(Stored data entries)
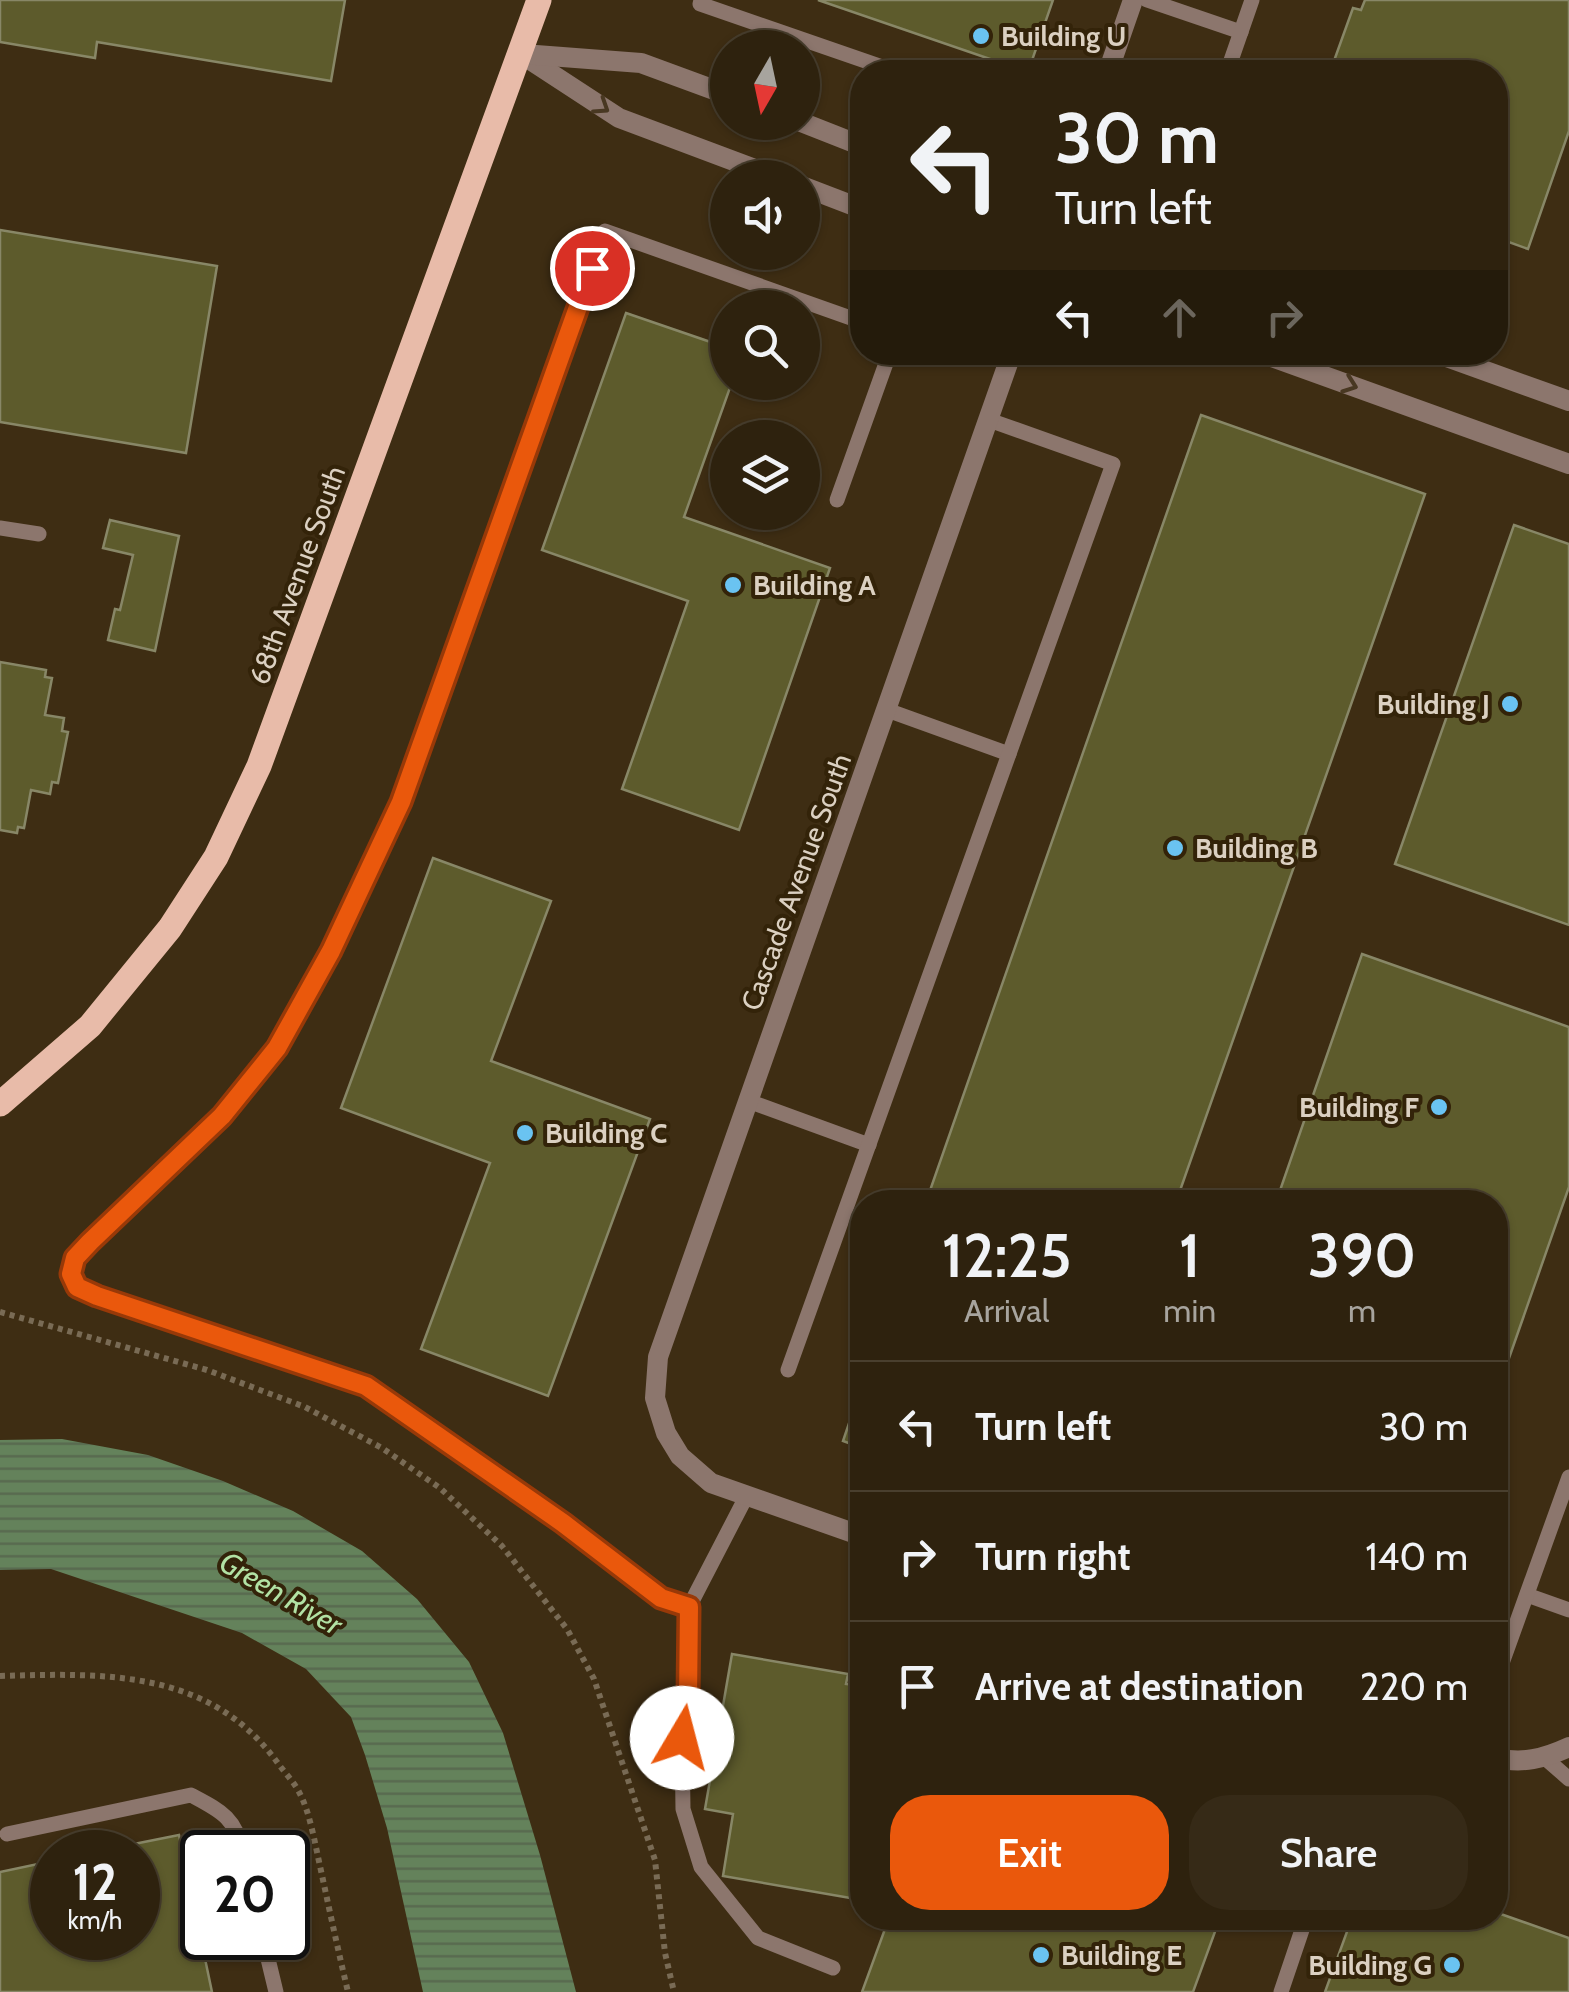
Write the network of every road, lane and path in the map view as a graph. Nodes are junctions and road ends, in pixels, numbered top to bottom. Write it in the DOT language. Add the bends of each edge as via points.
graph roads {
  1 [pos="539,0"];
  2 [pos="701,0"];
  3 [pos="1132,0"];
  4 [pos="1147,0"];
  5 [pos="1252,0"];
  6 [pos="1241,32"];
  7 [pos="520,54"];
  8 [pos="863,60"];
  9 [pos="1112,60"];
  10 [pos="1231,60"];
  11 [pos="710,88"];
  12 [pos="820,130"];
  13 [pos="850,141"];
  14 [pos="731,160"];
  15 [pos="820,193"];
  16 [pos="850,204"];
  17 [pos="850,318"];
  18 [pos="885,365"];
  19 [pos="1008,365"];
  20 [pos="1294,365"];
  21 [pos="1469,365"];
  22 [pos="1569,401"];
  23 [pos="990,420"];
  24 [pos="1569,464"];
  25 [pos="837,500"];
  26 [pos="0,528"];
  27 [pos="40,534"];
  28 [pos="886,710"];
  29 [pos="1009,754"];
  30 [pos="748,1101"];
  31 [pos="0,1104"];
  32 [pos="869,1145"];
  33 [pos="853,1190"];
  34 [pos="850,1198"];
  35 [pos="0,1312"];
  36 [pos="788,1370"];
  37 [pos="1569,1477"];
  38 [pos="747,1496"];
  39 [pos="850,1532"];
  40 [pos="1526,1595"];
  41 [pos="689,1607"];
  42 [pos="1569,1610"];
  43 [pos="1508,1646"];
  44 [pos="0,1676"];
  45 [pos="1569,1747"];
  46 [pos="1546,1758"];
  47 [pos="1508,1761"];
  48 [pos="1569,1779"];
  49 [pos="235,1830"];
  50 [pos="7,1834"];
  51 [pos="1302,1930"];
  52 [pos="268,1960"];
  53 [pos="833,1968"];
  54 [pos="276,1992"];
  55 [pos="348,1992"];
  56 [pos="674,1992"];
  57 [pos="1281,1992"];
  1 -- 7 [label="main road, 68th Avenue South"];
  2 -- 8 [label="lane"];
  3 -- 9 [label="street"];
  4 -- 6 [label="lane"];
  5 -- 6 [label="lane"];
  6 -- 10 [label="lane"];
  7 -- 11 [label="street" via="641,63"];
  7 -- 14 [label="street, one-way" via="619,118"];
  7 -- 31 [label="main road, 68th Avenue South" via="260,766 216,858 170,928 90,1026"];
  12 -- 13 [label="street"];
  15 -- 16 [label="street"];
  17 -- 41 [label="lane" via="605,230 401,802 331,951 277,1048 244,1089 75,1258 71,1274 77,1287 97,1296 366,1386 661,1598"];
  18 -- 25 [label="lane"];
  19 -- 23 [label="street, Cascade Avenue South"];
  20 -- 24 [label="street, one-way"];
  21 -- 22 [label="street"];
  23 -- 28 [label="street, Cascade Avenue South"];
  23 -- 29 [label="lane" via="1113,464"];
  26 -- 27 [label="lane"];
  28 -- 29 [label="lane"];
  28 -- 30 [label="street, Cascade Avenue South"];
  29 -- 32 [label="lane"];
  30 -- 32 [label="lane"];
  30 -- 38 [label="street, Cascade Avenue South" via="658,1357 655,1398 680,1456 711,1483"];
  32 -- 33 [label="lane"];
  34 -- 36 [label="lane"];
  35 -- 56 [label="path" via="207,1370 306,1407 440,1488 502,1546 567,1629 594,1679 654,1860"];
  37 -- 40 [label="lane"];
  38 -- 39 [label="street"];
  38 -- 41 [label="lane"];
  40 -- 42 [label="lane"];
  40 -- 43 [label="lane"];
  41 -- 53 [label="lane" via="683,1809 700,1867 758,1938"];
  44 -- 55 [label="path" via="137,1678 224,1711 262,1742 300,1794"];
  45 -- 46 [label="street"];
  46 -- 47 [label="street"];
  46 -- 48 [label="lane"];
  49 -- 50 [label="lane" via="224,1813 191,1795"];
  51 -- 57 [label="lane"];
  52 -- 54 [label="lane"];
}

DESCRIPTION OF THE TASK: Leave out the pictures and copy every record above exactly.

RESPONSE TO THE EXERCISE:
Write the network of every road, lane and path in the map view as a graph. Nodes are junctions and road ends, in pixels, numbered top to bottom. Write it in the DOT language. Add the bends of each edge as via points.
graph roads {
  1 [pos="539,0"];
  2 [pos="701,0"];
  3 [pos="1132,0"];
  4 [pos="1147,0"];
  5 [pos="1252,0"];
  6 [pos="1241,32"];
  7 [pos="520,54"];
  8 [pos="863,60"];
  9 [pos="1112,60"];
  10 [pos="1231,60"];
  11 [pos="710,88"];
  12 [pos="820,130"];
  13 [pos="850,141"];
  14 [pos="731,160"];
  15 [pos="820,193"];
  16 [pos="850,204"];
  17 [pos="850,318"];
  18 [pos="885,365"];
  19 [pos="1008,365"];
  20 [pos="1294,365"];
  21 [pos="1469,365"];
  22 [pos="1569,401"];
  23 [pos="990,420"];
  24 [pos="1569,464"];
  25 [pos="837,500"];
  26 [pos="0,528"];
  27 [pos="40,534"];
  28 [pos="886,710"];
  29 [pos="1009,754"];
  30 [pos="748,1101"];
  31 [pos="0,1104"];
  32 [pos="869,1145"];
  33 [pos="853,1190"];
  34 [pos="850,1198"];
  35 [pos="0,1312"];
  36 [pos="788,1370"];
  37 [pos="1569,1477"];
  38 [pos="747,1496"];
  39 [pos="850,1532"];
  40 [pos="1526,1595"];
  41 [pos="689,1607"];
  42 [pos="1569,1610"];
  43 [pos="1508,1646"];
  44 [pos="0,1676"];
  45 [pos="1569,1747"];
  46 [pos="1546,1758"];
  47 [pos="1508,1761"];
  48 [pos="1569,1779"];
  49 [pos="235,1830"];
  50 [pos="7,1834"];
  51 [pos="1302,1930"];
  52 [pos="268,1960"];
  53 [pos="833,1968"];
  54 [pos="276,1992"];
  55 [pos="348,1992"];
  56 [pos="674,1992"];
  57 [pos="1281,1992"];
  1 -- 7 [label="main road, 68th Avenue South"];
  2 -- 8 [label="lane"];
  3 -- 9 [label="street"];
  4 -- 6 [label="lane"];
  5 -- 6 [label="lane"];
  6 -- 10 [label="lane"];
  7 -- 11 [label="street" via="641,63"];
  7 -- 14 [label="street, one-way" via="619,118"];
  7 -- 31 [label="main road, 68th Avenue South" via="260,766 216,858 170,928 90,1026"];
  12 -- 13 [label="street"];
  15 -- 16 [label="street"];
  17 -- 41 [label="lane" via="605,230 401,802 331,951 277,1048 244,1089 75,1258 71,1274 77,1287 97,1296 366,1386 661,1598"];
  18 -- 25 [label="lane"];
  19 -- 23 [label="street, Cascade Avenue South"];
  20 -- 24 [label="street, one-way"];
  21 -- 22 [label="street"];
  23 -- 28 [label="street, Cascade Avenue South"];
  23 -- 29 [label="lane" via="1113,464"];
  26 -- 27 [label="lane"];
  28 -- 29 [label="lane"];
  28 -- 30 [label="street, Cascade Avenue South"];
  29 -- 32 [label="lane"];
  30 -- 32 [label="lane"];
  30 -- 38 [label="street, Cascade Avenue South" via="658,1357 655,1398 680,1456 711,1483"];
  32 -- 33 [label="lane"];
  34 -- 36 [label="lane"];
  35 -- 56 [label="path" via="207,1370 306,1407 440,1488 502,1546 567,1629 594,1679 654,1860"];
  37 -- 40 [label="lane"];
  38 -- 39 [label="street"];
  38 -- 41 [label="lane"];
  40 -- 42 [label="lane"];
  40 -- 43 [label="lane"];
  41 -- 53 [label="lane" via="683,1809 700,1867 758,1938"];
  44 -- 55 [label="path" via="137,1678 224,1711 262,1742 300,1794"];
  45 -- 46 [label="street"];
  46 -- 47 [label="street"];
  46 -- 48 [label="lane"];
  49 -- 50 [label="lane" via="224,1813 191,1795"];
  51 -- 57 [label="lane"];
  52 -- 54 [label="lane"];
}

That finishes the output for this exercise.